Department of Life Sciences, University of Roehampton, London SW15 4JD, UK
School of Sport, Exercise and Health Sciences, Loughborough University, Loughborough LE11 3TU, Leicestershire, UK.
J Exp Biol. 2018 Dec 10;221(Pt 24):jeb193367. doi: 10.1242/jeb.193367.

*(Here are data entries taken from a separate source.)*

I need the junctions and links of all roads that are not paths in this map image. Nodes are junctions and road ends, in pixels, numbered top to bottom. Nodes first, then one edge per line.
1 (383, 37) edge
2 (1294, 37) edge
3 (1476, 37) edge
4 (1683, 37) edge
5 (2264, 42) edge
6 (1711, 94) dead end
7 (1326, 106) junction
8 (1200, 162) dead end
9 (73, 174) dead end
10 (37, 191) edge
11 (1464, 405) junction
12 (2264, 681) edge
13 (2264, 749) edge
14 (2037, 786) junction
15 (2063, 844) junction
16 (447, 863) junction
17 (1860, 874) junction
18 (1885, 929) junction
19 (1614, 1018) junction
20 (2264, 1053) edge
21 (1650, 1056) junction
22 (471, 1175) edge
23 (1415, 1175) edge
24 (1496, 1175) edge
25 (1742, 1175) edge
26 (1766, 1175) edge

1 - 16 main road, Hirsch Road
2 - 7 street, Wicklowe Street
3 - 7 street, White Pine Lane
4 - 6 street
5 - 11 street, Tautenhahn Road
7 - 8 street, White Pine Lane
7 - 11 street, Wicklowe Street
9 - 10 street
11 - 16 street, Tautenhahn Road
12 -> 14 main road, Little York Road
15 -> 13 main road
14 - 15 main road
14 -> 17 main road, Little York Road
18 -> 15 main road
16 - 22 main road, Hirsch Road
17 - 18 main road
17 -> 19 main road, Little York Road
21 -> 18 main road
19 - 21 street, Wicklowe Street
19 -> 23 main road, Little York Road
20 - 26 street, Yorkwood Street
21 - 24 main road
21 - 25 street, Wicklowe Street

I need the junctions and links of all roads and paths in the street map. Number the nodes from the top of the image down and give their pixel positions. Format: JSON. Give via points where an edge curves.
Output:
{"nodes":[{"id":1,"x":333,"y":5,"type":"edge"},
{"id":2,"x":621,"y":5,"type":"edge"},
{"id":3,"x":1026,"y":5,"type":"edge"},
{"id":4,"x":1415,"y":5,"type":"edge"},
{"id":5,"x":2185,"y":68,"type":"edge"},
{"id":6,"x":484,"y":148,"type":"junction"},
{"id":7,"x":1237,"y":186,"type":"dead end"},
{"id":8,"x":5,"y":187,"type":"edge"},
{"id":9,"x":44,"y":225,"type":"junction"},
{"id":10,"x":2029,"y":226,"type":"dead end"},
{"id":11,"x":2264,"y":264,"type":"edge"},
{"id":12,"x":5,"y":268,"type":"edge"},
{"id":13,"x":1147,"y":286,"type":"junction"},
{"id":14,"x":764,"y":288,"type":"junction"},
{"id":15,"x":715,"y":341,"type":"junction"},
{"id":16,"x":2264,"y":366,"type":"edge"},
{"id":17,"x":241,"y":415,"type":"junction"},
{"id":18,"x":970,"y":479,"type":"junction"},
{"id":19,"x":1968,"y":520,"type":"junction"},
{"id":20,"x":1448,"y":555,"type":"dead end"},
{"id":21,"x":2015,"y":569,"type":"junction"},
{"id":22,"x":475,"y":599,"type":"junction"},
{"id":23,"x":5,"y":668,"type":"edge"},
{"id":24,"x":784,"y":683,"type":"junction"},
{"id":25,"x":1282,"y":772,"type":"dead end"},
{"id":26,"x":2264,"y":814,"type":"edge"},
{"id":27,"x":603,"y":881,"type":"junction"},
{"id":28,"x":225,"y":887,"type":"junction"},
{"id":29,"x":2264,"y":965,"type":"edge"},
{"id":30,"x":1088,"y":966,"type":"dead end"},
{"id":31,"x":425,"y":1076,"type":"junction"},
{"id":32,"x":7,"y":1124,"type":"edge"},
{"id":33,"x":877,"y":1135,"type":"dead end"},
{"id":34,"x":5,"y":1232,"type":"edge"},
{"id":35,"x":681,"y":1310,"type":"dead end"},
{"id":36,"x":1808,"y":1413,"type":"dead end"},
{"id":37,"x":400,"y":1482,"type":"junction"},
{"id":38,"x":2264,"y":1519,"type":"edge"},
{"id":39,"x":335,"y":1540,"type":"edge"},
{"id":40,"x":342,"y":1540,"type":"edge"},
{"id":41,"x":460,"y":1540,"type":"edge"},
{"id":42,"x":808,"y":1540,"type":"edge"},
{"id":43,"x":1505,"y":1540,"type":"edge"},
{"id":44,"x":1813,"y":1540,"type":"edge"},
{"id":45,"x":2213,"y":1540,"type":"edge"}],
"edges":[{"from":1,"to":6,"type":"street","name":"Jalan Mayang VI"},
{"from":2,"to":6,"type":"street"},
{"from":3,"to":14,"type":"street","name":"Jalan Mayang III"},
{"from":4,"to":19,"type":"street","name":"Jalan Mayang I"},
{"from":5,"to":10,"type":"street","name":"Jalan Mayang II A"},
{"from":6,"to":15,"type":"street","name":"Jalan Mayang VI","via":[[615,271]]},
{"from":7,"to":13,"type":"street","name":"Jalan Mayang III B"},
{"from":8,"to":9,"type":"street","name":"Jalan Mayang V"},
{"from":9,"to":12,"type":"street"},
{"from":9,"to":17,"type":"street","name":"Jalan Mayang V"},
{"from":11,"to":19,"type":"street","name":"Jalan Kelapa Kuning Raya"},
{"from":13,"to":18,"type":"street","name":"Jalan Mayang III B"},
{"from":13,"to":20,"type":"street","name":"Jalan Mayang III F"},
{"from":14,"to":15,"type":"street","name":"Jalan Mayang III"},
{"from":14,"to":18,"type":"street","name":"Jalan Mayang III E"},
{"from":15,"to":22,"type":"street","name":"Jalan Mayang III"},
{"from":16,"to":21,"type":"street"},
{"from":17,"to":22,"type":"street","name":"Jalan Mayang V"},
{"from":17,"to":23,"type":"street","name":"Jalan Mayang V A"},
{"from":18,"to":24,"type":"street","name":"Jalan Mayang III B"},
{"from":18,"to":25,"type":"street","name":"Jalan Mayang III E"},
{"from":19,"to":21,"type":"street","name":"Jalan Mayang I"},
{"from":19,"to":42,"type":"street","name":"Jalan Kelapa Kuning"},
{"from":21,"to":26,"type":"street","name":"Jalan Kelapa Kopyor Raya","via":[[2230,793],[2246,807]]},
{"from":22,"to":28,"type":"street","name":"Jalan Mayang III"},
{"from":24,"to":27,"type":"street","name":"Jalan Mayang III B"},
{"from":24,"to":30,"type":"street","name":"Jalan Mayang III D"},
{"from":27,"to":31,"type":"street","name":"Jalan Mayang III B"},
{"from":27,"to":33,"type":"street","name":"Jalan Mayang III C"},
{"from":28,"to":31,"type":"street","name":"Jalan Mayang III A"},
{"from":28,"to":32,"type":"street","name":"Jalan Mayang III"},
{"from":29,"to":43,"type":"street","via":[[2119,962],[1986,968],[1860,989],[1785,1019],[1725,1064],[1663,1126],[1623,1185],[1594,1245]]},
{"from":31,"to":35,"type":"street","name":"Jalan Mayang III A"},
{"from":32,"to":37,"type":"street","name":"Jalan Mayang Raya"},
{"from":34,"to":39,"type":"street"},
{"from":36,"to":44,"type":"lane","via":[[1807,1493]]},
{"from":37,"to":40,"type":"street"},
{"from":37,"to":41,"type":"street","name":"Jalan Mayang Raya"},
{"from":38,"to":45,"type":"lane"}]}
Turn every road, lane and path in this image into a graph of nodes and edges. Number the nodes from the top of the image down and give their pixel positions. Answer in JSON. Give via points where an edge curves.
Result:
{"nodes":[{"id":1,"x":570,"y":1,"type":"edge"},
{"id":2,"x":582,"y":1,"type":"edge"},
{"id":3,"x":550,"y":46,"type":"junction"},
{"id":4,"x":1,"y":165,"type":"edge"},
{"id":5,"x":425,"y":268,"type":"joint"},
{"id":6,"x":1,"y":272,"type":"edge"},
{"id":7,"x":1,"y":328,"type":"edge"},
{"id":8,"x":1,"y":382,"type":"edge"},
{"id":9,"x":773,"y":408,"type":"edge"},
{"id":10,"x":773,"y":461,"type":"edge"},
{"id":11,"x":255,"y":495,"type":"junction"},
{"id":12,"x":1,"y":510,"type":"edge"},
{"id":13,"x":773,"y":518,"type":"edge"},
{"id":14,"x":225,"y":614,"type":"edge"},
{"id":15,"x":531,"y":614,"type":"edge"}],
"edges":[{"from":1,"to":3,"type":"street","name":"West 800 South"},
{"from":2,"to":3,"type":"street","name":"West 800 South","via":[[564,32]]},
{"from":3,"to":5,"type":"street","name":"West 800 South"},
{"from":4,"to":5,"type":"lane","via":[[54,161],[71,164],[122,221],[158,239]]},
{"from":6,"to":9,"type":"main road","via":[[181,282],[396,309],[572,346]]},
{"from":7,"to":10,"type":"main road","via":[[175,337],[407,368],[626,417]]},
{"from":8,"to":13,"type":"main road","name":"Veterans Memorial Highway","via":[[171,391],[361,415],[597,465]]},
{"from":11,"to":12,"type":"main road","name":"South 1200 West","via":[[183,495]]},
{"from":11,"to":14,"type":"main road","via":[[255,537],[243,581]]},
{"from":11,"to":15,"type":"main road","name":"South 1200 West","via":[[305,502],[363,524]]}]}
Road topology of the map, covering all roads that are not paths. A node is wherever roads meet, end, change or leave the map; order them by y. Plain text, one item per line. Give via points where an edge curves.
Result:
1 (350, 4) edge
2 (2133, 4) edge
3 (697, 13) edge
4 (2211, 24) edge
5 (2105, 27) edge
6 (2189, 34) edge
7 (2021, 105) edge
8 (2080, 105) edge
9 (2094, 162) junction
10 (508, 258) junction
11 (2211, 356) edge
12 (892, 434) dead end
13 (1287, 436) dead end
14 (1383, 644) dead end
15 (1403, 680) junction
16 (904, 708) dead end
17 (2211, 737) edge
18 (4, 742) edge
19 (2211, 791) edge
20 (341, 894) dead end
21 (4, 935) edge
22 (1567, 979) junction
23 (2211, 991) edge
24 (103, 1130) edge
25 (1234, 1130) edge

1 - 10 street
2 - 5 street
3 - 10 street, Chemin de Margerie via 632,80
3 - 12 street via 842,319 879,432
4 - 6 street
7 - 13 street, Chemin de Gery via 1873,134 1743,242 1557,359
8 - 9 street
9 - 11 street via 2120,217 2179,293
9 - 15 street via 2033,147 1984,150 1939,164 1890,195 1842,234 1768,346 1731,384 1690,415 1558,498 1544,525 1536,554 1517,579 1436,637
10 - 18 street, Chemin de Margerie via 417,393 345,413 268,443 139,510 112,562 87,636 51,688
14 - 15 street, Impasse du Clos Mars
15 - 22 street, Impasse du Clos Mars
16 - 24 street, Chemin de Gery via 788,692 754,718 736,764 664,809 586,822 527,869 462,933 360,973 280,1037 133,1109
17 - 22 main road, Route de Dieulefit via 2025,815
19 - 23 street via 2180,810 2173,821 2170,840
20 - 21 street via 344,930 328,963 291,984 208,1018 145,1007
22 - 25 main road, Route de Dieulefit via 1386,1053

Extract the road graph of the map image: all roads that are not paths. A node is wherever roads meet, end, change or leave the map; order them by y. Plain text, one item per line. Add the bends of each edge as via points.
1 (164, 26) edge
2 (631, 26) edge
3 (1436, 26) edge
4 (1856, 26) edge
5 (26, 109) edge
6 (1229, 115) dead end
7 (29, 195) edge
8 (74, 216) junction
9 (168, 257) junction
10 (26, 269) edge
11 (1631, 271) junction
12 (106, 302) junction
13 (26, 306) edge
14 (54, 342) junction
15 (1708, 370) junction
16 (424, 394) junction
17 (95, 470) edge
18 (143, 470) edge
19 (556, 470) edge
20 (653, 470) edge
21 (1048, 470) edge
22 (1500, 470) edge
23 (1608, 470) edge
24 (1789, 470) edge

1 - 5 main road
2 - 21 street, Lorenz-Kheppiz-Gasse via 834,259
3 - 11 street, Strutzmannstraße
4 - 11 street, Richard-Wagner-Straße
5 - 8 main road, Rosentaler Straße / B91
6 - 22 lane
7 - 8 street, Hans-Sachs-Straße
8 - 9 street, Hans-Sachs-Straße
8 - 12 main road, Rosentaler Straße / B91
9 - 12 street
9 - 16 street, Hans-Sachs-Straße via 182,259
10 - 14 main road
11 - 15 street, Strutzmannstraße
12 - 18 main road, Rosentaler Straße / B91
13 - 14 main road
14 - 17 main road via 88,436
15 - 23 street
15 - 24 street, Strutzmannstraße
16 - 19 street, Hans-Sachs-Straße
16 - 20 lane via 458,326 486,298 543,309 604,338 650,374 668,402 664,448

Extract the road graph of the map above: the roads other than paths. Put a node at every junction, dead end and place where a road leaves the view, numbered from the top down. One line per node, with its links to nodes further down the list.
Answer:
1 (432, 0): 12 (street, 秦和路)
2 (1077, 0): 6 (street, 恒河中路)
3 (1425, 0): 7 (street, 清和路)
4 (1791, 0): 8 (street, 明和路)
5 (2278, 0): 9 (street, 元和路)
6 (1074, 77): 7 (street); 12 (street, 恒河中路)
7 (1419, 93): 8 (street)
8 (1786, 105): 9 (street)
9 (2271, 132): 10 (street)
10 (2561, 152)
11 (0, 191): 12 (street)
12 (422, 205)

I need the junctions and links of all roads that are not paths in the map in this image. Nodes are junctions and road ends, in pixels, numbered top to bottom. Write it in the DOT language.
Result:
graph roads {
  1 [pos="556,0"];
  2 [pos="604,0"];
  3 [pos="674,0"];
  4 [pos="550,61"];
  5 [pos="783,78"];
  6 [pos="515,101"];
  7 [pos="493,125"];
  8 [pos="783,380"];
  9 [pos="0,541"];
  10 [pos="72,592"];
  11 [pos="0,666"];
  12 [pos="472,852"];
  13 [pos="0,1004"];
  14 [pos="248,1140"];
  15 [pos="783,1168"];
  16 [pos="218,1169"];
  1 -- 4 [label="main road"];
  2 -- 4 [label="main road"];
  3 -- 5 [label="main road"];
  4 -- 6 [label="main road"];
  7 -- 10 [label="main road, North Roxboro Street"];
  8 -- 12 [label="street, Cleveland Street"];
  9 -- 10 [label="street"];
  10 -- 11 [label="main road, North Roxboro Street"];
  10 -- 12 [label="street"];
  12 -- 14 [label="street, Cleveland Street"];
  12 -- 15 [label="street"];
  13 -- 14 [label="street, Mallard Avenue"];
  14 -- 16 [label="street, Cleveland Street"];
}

This study investigated the influence of contraction speed and type on the human ability to rapidly increase torque and utilise the available maximum voluntary torque (MVT) as well as the neuromuscular mechanisms underpinning any effects. Fifteen young, healthy males completed explosive voluntary knee extensions in five conditions: isometric (ISO), and both concentric and eccentric at two constant accelerations of 500 deg s (CON and ECC) and 2000 deg s (CON and ECC). Explosive torque and quadriceps EMG were recorded every 25 ms up to 150 ms from their respective onsets and normalised to the available MVT and EMG at MVT, respectively, specific to that joint angle and velocity. Neural efficacy (explosive voluntary:evoked octet torque) was also measured, and torque data were entered into a Hill-type muscle model to estimate muscle performance. Explosive torques normalised to MVT (and normalised muscle forces) were greatest in the concentric followed by the isometric and eccentric conditions, and in the fast compared with slow speeds within the same contraction type (CON>CON>ISO, and ECC>ECC). Normalised explosive-phase EMG and neural efficacy were greatest in concentric conditions, followed by isometric and eccentric conditions, but were similar for fast and slow contractions of the same type. Thus, distinct neuromuscular activation appeared to explain the effect of contraction type but not speed on normalised explosive torque, suggesting the speed effect is an intrinsic contractile property. These results provide novel evidence that the ability to rapidly increase torque/force and utilise the available MVT is influenced by both contraction type and speed, owing to neural and contractile mechanisms, respectively.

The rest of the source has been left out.